Detecting dark-matter waves with a network of precision-measurement tools

Virialized ultralight fields (VULFs) are viable cold dark-matter candidates and include scalar and pseudoscalar bosonic fields, such as axions and dilatons. Direct searches for VULFs rely on low-energy precision-measurement tools. While previous proposals have focused on detecting coherent oscillations of the VULF signals at the VULF Compton frequencies for individual devices, here I consider a network of such devices. Virialized ultralight fields are essentially dark-matter waves and as such they carry both temporal and spatial phase information. Thereby, the discovery reach can be improved by using networks of precision-measurement tools. To formalize this idea, I derive a spatiotemporal two-point correlation function for the ultralight dark-matter fields in the framework of the standard halo model. Due to VULFs being Gaussian random fields, the derived two-point correlation function fully determines $N$-point correlation functions. For a network of $N_D$ devices within the coherence length of the field, the sensitivity compared to a single device can be improved by a factor of $\sqrt{N_D}$. Further, I derive a VULF dark-matter signal profile for an individual device. The resulting line shape is strongly asymmetric due to the parabolic dispersion relation for massive nonrelativistic bosons. I discuss the aliasing effect that extends the discovery reach to VULF frequencies higher than the experimental sampling rate. I present sensitivity estimates and develop a stochastic field signal-to-noise ratio statistic. Finally, I consider an application of the formalism developed to atomic clocks and their networks.

Figure 1

(a) Dark-matter wave observatory based on a global network of existing low-energy precision-measurement laboratories (red dots) around the globe. (b) Satellite mission for probing VULF DM correlation function; both the distance between the satellites and the angle between galactic velocity ${\mathbf{v}}_g$ and separation $\mathbf{d}$ vectors can be varied. (c) Terrestrial experiment with fixed nodes utilizes the daily variation of the angle between the galactic velocity and two-node separation vector.

Figure 2

VULF dark-matter line profile for colocated linear portal-sensitive devices or individual apparatus for $\eta =v_g/v_{\mathrm{vir}}=1$. Dashed vertical line marks the position of the Doppler-shifted Compton frequency ${\omega }_{\varphi }^{\prime }={\omega }_{\varphi }+m_{\varphi }{v}_g^2/2\hslash$. The profile value is strictly zero for $\omega <{\omega }_{\varphi }^{\prime }-{\eta }^2/2{\tau }_c$ due to the dispersion relation for massive particles.
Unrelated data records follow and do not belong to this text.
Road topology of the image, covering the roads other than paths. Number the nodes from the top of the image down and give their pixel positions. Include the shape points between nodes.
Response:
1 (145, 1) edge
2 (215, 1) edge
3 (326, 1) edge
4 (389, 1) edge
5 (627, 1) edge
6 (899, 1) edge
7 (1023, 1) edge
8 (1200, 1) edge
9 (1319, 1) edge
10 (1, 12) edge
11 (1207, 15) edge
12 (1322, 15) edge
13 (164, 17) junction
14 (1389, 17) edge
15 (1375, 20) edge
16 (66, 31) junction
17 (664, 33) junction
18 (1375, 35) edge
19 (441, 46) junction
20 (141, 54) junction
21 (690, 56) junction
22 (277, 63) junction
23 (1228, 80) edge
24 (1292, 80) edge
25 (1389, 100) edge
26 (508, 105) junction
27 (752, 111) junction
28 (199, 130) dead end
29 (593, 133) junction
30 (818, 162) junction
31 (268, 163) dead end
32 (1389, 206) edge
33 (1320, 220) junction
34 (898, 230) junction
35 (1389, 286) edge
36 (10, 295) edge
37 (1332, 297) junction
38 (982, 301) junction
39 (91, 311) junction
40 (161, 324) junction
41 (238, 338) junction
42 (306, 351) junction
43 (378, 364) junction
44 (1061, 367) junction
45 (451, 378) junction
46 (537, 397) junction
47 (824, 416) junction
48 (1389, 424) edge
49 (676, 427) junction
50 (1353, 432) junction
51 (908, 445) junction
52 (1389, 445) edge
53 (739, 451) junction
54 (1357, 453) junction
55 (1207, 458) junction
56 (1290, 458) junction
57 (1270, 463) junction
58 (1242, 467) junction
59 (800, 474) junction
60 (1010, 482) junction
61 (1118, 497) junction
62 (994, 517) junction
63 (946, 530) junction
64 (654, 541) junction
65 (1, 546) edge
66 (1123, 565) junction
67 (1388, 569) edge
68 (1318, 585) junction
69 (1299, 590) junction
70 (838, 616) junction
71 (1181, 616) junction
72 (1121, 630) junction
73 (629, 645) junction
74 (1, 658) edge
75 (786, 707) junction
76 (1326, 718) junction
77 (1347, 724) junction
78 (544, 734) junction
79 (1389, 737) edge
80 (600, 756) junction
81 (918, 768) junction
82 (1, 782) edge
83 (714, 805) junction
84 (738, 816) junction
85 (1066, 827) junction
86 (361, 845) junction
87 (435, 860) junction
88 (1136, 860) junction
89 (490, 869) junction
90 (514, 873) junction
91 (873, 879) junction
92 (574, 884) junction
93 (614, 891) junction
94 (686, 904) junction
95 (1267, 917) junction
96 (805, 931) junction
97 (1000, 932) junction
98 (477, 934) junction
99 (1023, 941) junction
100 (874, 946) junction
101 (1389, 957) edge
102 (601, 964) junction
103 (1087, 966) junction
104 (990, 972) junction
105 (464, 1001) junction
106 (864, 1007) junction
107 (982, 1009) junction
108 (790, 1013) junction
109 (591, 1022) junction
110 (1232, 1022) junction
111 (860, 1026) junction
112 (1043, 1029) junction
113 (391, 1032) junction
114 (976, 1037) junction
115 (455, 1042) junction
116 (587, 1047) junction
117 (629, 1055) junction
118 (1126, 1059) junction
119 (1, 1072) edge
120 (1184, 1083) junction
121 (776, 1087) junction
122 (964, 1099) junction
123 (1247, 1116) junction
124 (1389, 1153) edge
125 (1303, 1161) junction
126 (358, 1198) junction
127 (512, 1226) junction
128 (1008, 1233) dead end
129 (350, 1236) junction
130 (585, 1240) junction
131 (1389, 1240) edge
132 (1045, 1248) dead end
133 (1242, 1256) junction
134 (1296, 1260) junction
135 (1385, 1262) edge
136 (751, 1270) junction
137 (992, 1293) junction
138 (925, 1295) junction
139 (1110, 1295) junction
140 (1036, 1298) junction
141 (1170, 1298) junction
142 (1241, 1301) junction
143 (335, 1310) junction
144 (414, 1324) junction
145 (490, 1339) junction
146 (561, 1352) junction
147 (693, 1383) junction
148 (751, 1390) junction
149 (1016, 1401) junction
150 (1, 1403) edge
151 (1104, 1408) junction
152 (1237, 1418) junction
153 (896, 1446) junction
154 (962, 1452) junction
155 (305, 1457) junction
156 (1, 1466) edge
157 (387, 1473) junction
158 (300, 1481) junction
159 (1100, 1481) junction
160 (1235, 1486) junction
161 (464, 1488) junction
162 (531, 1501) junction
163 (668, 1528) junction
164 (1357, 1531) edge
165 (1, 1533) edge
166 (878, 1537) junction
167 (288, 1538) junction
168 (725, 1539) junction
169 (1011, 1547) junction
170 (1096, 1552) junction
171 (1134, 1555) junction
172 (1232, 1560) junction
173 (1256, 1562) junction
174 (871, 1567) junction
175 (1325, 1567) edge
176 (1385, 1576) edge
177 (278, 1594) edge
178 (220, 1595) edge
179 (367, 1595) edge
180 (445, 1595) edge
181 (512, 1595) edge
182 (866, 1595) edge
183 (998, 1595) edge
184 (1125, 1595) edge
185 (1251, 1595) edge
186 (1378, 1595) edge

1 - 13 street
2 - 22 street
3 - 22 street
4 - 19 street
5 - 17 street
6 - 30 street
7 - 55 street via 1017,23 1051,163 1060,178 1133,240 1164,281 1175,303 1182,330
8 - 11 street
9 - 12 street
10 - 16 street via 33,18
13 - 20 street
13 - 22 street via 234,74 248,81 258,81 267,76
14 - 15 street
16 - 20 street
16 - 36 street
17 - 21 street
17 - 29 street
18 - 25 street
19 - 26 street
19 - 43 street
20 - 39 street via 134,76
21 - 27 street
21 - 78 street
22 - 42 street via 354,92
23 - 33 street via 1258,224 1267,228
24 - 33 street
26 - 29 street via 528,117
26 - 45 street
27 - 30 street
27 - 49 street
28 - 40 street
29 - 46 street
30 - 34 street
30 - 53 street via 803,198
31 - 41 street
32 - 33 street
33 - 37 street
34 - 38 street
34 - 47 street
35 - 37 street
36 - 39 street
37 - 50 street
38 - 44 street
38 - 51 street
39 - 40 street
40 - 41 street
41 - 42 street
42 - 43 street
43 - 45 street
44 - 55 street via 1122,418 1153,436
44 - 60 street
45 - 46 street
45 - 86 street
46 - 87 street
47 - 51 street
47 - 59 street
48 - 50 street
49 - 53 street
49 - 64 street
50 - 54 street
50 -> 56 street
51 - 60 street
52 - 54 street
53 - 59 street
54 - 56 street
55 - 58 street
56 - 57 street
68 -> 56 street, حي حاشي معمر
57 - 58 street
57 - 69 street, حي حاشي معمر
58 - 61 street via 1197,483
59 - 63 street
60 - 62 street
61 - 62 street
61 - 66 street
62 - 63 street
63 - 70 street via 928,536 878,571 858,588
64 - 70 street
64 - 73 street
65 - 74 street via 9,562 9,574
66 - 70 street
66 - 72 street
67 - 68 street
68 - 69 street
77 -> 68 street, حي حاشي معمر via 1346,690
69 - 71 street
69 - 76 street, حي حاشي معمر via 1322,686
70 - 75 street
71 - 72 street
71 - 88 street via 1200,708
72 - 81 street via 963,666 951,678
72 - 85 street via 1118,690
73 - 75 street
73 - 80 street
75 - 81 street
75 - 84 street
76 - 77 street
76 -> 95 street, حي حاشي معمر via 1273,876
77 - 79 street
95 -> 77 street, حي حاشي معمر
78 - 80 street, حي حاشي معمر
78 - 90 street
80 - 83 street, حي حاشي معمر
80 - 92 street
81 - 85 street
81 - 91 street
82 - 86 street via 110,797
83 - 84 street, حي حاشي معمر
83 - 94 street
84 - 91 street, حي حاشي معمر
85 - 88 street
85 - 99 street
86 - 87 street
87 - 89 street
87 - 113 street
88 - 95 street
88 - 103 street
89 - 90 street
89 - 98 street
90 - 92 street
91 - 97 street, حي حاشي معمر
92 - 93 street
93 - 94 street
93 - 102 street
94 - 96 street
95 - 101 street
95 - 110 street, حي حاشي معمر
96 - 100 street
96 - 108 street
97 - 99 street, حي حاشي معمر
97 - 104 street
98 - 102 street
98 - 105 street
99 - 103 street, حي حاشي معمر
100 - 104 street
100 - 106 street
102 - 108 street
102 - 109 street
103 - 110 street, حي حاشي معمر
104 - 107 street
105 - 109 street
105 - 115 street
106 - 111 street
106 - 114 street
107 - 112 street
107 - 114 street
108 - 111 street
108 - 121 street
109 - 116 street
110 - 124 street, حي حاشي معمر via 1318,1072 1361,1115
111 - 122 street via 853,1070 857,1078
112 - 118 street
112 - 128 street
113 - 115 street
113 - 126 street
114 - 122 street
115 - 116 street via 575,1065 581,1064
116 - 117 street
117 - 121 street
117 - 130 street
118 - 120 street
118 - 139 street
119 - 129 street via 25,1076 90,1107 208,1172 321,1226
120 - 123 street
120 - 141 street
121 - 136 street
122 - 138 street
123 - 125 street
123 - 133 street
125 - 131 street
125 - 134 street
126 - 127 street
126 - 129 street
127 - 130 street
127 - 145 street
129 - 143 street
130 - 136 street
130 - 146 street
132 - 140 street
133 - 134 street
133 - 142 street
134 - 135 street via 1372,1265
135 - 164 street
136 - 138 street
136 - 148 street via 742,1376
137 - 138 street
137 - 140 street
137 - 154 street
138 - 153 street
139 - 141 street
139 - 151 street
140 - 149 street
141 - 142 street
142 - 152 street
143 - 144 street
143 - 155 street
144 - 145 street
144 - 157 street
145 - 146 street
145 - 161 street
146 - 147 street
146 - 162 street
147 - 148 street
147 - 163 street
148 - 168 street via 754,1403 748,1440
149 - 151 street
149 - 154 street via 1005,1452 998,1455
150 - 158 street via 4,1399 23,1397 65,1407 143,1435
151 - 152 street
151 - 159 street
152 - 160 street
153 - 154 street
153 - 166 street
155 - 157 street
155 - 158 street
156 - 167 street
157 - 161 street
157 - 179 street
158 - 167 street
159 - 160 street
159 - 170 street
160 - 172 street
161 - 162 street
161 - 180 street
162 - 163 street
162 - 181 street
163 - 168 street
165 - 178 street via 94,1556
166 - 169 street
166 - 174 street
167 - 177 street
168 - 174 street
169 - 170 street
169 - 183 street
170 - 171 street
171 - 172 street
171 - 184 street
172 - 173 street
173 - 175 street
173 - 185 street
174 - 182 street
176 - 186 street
The maximum value of $F\left(\omega \right)\approx 0.18{\tau }_c$ is attained at $\omega \approx {\omega }_{\varphi }^{\prime }+0.22/{\tau }_c$ and the full width at half maximum is $\mathrm{\Delta }{\omega }_{\varphi }\approx 2.5/{\tau }_c$.

Figure 3

Spatial dependence of the VULF two-point correlation function for $\eta =v_g/v_{\mathrm{vir}}=1$. The red solid curve illustrates the dependence for the case when the device separation vector $\mathbf{d}$ is aligned with the galactic velocity ${\mathbf{v}}_g$ and the dashed blue curve when $\mathbf{d}\perp {\mathbf{v}}_g$. The galactic orientation angle is defined as ${\theta }_g={cos}^{-1}({\mathbf{k}}_g·\mathbf{d})$.

Figure 4

Effects of DFT aliasing on the observable power spectral density of dark-matter field. Reduced PSD is defined as $\langle |{\tilde{\varphi }}_p{|}^2\rangle /N{\mathrm{\Phi }}_0^2$ and is shown as a function of DFT frequency detuning from 4 Hz. The aliased Doppler-shifted Compton frequency for all curves is 4 Hz. The Nyquist frequency in the simulation is 5 Hz. See the text for other simulation parameters. The top panel is for low-frequency Doppler-shifted Compton frequencies and the bottom panel shows PSDs for high-frequency fields. The data sampling rate is the same for all shown curves.

Figure 5

Projected constraints on the electromagnetic gauge modulus $d_e$ for high Compton frequencies. The excluded parameter space from the equivalence principle (EP) tests [10] is shown as a shaded region. The solid orange line is the projected limit from Eq. (25) for an optical clock compared to the state-of-the-art cavity [40] (see the text for details). The dashed green line is drawn neglecting the bandwidth-limiting effect of the filter function (24).